> [WORK ORDER]: Where the line with "dup .setfillconstantalpha .setstrokeconstantalpha" appears below, start writing out lines exactly, and finish with the line with "x r add y moveto", which is included; write out nothing else.

____

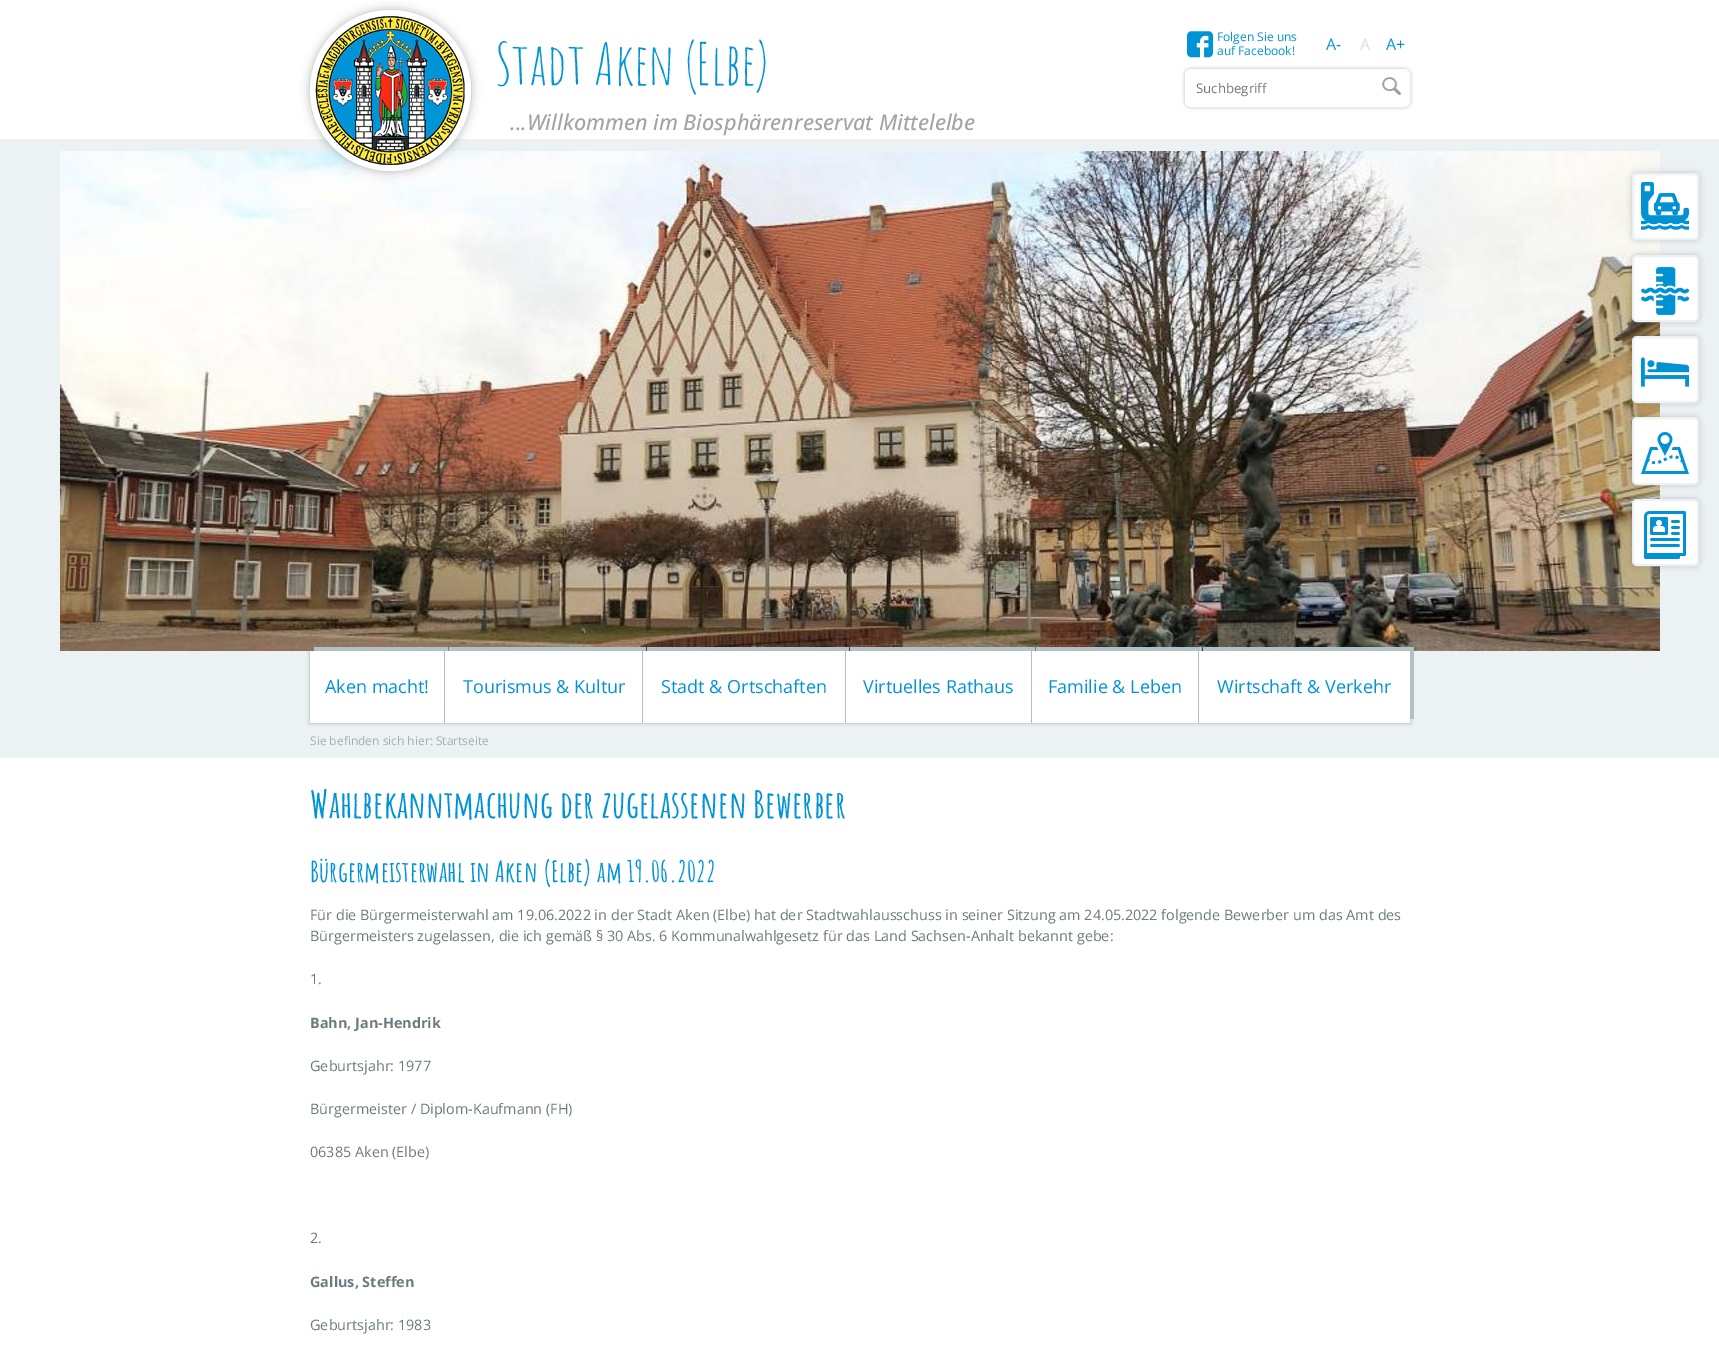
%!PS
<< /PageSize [1719 1349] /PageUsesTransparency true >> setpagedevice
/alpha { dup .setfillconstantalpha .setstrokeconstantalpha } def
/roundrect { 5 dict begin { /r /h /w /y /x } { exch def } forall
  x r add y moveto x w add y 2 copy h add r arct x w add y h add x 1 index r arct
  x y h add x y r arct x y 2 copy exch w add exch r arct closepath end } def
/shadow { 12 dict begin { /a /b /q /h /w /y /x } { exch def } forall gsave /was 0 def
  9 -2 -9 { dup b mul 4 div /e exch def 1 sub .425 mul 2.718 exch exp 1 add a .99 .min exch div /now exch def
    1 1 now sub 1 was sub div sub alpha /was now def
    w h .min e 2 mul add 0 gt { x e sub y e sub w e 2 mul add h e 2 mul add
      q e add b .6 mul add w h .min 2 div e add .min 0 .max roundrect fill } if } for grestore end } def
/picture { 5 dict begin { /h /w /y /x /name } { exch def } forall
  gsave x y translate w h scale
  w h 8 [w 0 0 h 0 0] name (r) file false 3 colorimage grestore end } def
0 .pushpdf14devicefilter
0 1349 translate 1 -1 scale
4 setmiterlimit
0.925 0.949 0.957 setrgbcolor
0 0 1719 1349 rectfill
1 setgray
0 0 1719 139 rectfill
0 setgray
310 651 1100 72 0 2 0.3 shadow
(img4.rgb) 60 151 1600 500 picture
310 10 161 161 80 5 0.3 shadow
1 setgray
310 10 161 161 80 roundrect fill
(img1.rgb) 315 16 150 149 picture
/AmaticSC-Regular [57.5 0 0 -57.5 0 0] selectfont
0 0.576 0.839 setrgbcolor
495 85 moveto (Stadt Aken \(Elbe\)) show
/OpenSans-MediumItalic [21.6 0 0 -21.6 0 0] selectfont
0.639 setgray
510 130 moveto (...Willkommen im Biosphärenreservat Mittelelbe) show
(img2.rgb) 1187 31 26 27 picture
/OpenSans-Regular [12 0 0 -12 0 0] selectfont
0 0.576 0.839 setrgbcolor
1217 41 moveto (Folgen Sie uns) show
1217 55 moveto (auf Facebook!) show
/OpenSans-Regular [16 0 0 -16 0 0] selectfont
1326 50 moveto (A-) show
0.875 setgray
1360 50 moveto (A) show
0 0.576 0.839 setrgbcolor
1386 50 moveto (A+) show
0 setgray
1185 69 225 38 6 2 0.3 shadow
1 setgray
1185.5 69.5 224 37 5.5 roundrect gsave fill grestore
stroke
/OpenSans-Regular [13.25 0 0 -13.25 0 0] selectfont
0.459 setgray
1196 93 moveto (Suchbegriff) show
(img3.rgb) 1382 77 19 18 picture
0 setgray
1632 173 67 67 5 3 0.2 shadow
1 setgray
1632 173 67 67 5 roundrect fill
(img5.rgb) 1641 182 48 48 picture
0.925 0.949 0.957 setrgbcolor
2 setlinewidth
1633 174 65 65 4 roundrect stroke
0 setgray
1632 255 67 67 5 3 0.2 shadow
1 setgray
1633 256 65 65 4 roundrect gsave fill grestore
0.925 0.949 0.957 setrgbcolor
stroke
(img6.rgb) 1641 267 49 48 picture
0 setgray
1632 336 67 67 5 3 0.2 shadow
1 setgray
1633 337 65 65 4 roundrect gsave fill grestore
0.925 0.949 0.957 setrgbcolor
stroke
(img7.rgb) 1641 357 48 30 picture
0 setgray
1632 417 67 68 5 3 0.2 shadow
1 setgray
1633 418 65 66 4 roundrect gsave fill grestore
0.925 0.949 0.957 setrgbcolor
stroke
(img8.rgb) 1641 432 48 42 picture
0 setgray
1632 499 67 67 5 3 0.2 shadow
1 setgray
1633 500 65 65 4 roundrect gsave fill grestore
0.925 0.949 0.957 setrgbcolor
stroke
(img9.rgb) 1644 511 42 48 picture
0.69 0.761 0.784 setrgbcolor
newpath 314 647 moveto 314 651 lineto 444 651 lineto 444 719 lineto 448 719 lineto 448 647 lineto closepath fill
1 setgray
310 651 134 72 rectfill
/OpenSans-Regular [18 0 0 -18 0 0] selectfont
0 0.576 0.839 setrgbcolor
325 693 moveto (Aken macht!) show
0.69 0.761 0.784 setrgbcolor
newpath 449 647 moveto 449 651 lineto 642 651 lineto 642 719 lineto 646 719 lineto 646 647 lineto closepath fill
1 setgray
445 651 197 72 rectfill
0 0.576 0.839 setrgbcolor
463 693 moveto (Tourismus & Kultur) show
0.69 0.761 0.784 setrgbcolor
newpath 647 647 moveto 647 651 lineto 845 651 lineto 845 719 lineto 849 719 lineto 849 647 lineto closepath fill
1 setgray
643 651 202 72 rectfill
0 0.576 0.839 setrgbcolor
661 693 moveto (Stadt & Ortschaften) show
0.69 0.761 0.784 setrgbcolor
newpath 850 647 moveto 850 651 lineto 1031 651 lineto 1031 719 lineto 1035 719 lineto 1035 647 lineto closepath fill
1 setgray
846 651 185 72 rectfill
0 0.576 0.839 setrgbcolor
863 693 moveto (Virtuelles Rathaus) show
0.69 0.761 0.784 setrgbcolor
newpath 1036 647 moveto 1036 651 lineto 1198 651 lineto 1198 719 lineto 1202 719 lineto 1202 647 lineto closepath fill
1 setgray
1032 651 166 72 rectfill
0 0.576 0.839 setrgbcolor
1048 693 moveto (Familie & Leben) show
0.69 0.761 0.784 setrgbcolor
newpath 1203 647 moveto 1203 651 lineto 1410 651 lineto 1410 719 lineto 1414 719 lineto 1414 647 lineto closepath fill
1 setgray
1199 651 211 72 rectfill
0 0.576 0.839 setrgbcolor
1217 693 moveto (Wirtschaft & Verkehr) show
/OpenSans-Regular [12 0 0 -12 0 0] selectfont
0.62 0.694 0.718 setrgbcolor
310 745 moveto (Sie befinden sich hier: Startseite) show
1 setgray
0 758 1719 591 rectfill
/AmaticSC-Bold [37.5 0 0 -37.5 0 0] selectfont
0 0.576 0.839 setrgbcolor
310 818 moveto (Wahlbekanntmachung der zugelassenen Bewerber) show
/AmaticSC-Bold [28.75 0 0 -28.75 0 0] selectfont
310 882 moveto (Bürgermeisterwahl in Aken \(Elbe\) am 19.06.2022) show
/OpenSans-Regular [14.4 0 0 -14.4 0 0] selectfont
0.416 0.478 0.498 setrgbcolor
310 920 moveto (Für die Bürgermeisterwahl am 19.06.2022 in der Stadt Aken \(Elbe\) hat der Stadtwahlausschuss in seiner Sitzung am 24.05.2022 folgende Bewerber um das Amt des) show
310 941 moveto (Bürgermeisters zugelassen, die ich gemäß § 30 Abs. 6 Kommunalwahlgesetz für das Land Sachsen-Anhalt bekannt gebe:) show
310 984 moveto (1.) show
/OpenSans-Bold [14.4 0 0 -14.4 0 0] selectfont
310 1028 moveto (Bahn, Jan-Hendrik) show
/OpenSans-Regular [14.4 0 0 -14.4 0 0] selectfont
310 1071 moveto (Geburtsjahr: 1977) show
310 1114 moveto (Bürgermeister / Diplom-Kaufmann \(FH\)) show
310 1157 moveto (06385 Aken \(Elbe\)) show
310 1243 moveto (2.) show
/OpenSans-Bold [14.4 0 0 -14.4 0 0] selectfont
310 1287 moveto (Gallus, Steffen) show
/OpenSans-Regular [14.4 0 0 -14.4 0 0] selectfont
310 1330 moveto (Geburtsjahr: 1983) show
.poppdf14devicefilter showpage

____

> [RESPONSE BELOW]:
/alpha { dup .setfillconstantalpha .setstrokeconstantalpha } def
/roundrect { 5 dict begin { /r /h /w /y /x } { exch def } forall
  x r add y moveto x w add y 2 copy h add r arct x w add y h add x 1 index r arct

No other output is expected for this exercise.